- WHAT IS NEEDED -
If a line in the data below contains "Nebergall", copy it.

* * * *

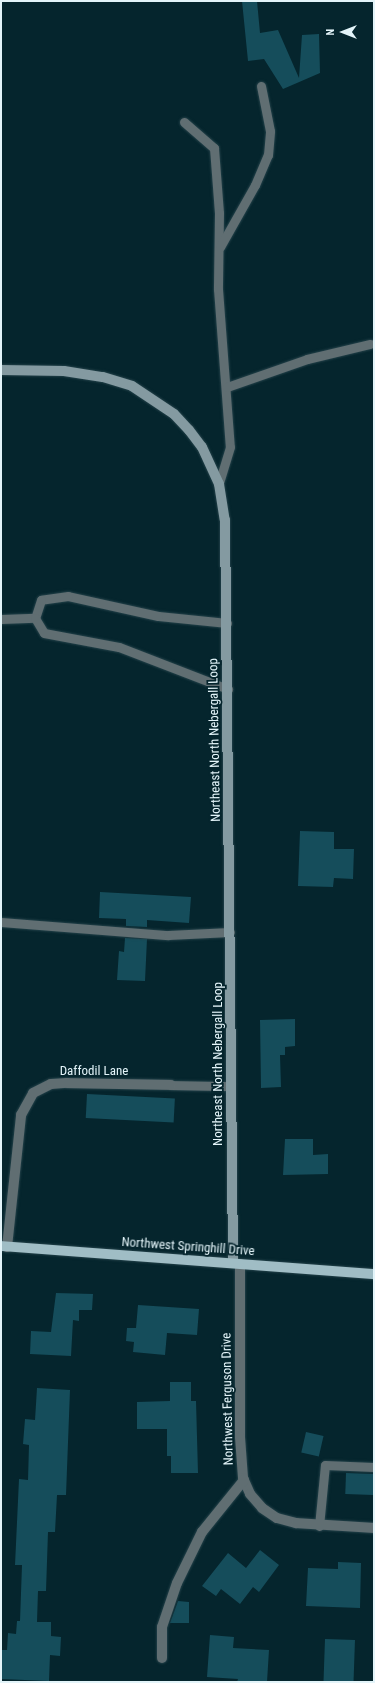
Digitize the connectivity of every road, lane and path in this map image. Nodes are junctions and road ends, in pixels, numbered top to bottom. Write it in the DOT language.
graph roads {
  1 [pos="261,86"];
  2 [pos="184,122"];
  3 [pos="219,250"];
  4 [pos="370,344"];
  5 [pos="1,370"];
  6 [pos="227,387"];
  7 [pos="219,484"];
  8 [pos="36,618"];
  9 [pos="1,619"];
  10 [pos="227,623"];
  11 [pos="228,689"];
  12 [pos="1,922"];
  13 [pos="230,932"];
  14 [pos="171,1085"];
  15 [pos="231,1086"];
  16 [pos="4,1246"];
  17 [pos="236,1264"];
  18 [pos="374,1274"];
  19 [pos="374,1467"];
  20 [pos="244,1480"];
  21 [pos="319,1526"];
  22 [pos="374,1528"];
  23 [pos="162,1658"];
  1 -- 3 [label="lane"];
  2 -- 3 [label="lane"];
  3 -- 6 [label="lane"];
  4 -- 6 [label="lane"];
  5 -- 7 [label="street, Northeast North Nebergall Loop"];
  6 -- 7 [label="lane"];
  7 -- 10 [label="street, Northeast North Nebergall Loop"];
  8 -- 9 [label="lane"];
  8 -- 10 [label="lane"];
  8 -- 11 [label="lane"];
  10 -- 11 [label="street, Northeast North Nebergall Loop"];
  11 -- 13 [label="street, Northeast North Nebergall Loop"];
  12 -- 13 [label="lane"];
  13 -- 15 [label="street, Northeast North Nebergall Loop"];
  14 -- 15 [label="lane"];
  14 -- 16 [label="street, Daffodil Lane"];
  15 -- 17 [label="street, Northeast North Nebergall Loop"];
  16 -- 17 [label="main road, Northwest Springhill Drive"];
  17 -- 18 [label="main road, Northwest Springhill Drive"];
  17 -- 20 [label="street, Northwest Ferguson Drive"];
  19 -- 21 [label="lane"];
  20 -- 21 [label="street, Northwest Ferguson Drive"];
  20 -- 23 [label="street"];
  21 -- 22 [label="street, Northwest Ferguson Drive"];
}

* * * *

- RESPONSE TO THE TASK -
  5 -- 7 [label="street, Northeast North Nebergall Loop"];
  7 -- 10 [label="street, Northeast North Nebergall Loop"];
  10 -- 11 [label="street, Northeast North Nebergall Loop"];
  11 -- 13 [label="street, Northeast North Nebergall Loop"];
  13 -- 15 [label="street, Northeast North Nebergall Loop"];
  15 -- 17 [label="street, Northeast North Nebergall Loop"];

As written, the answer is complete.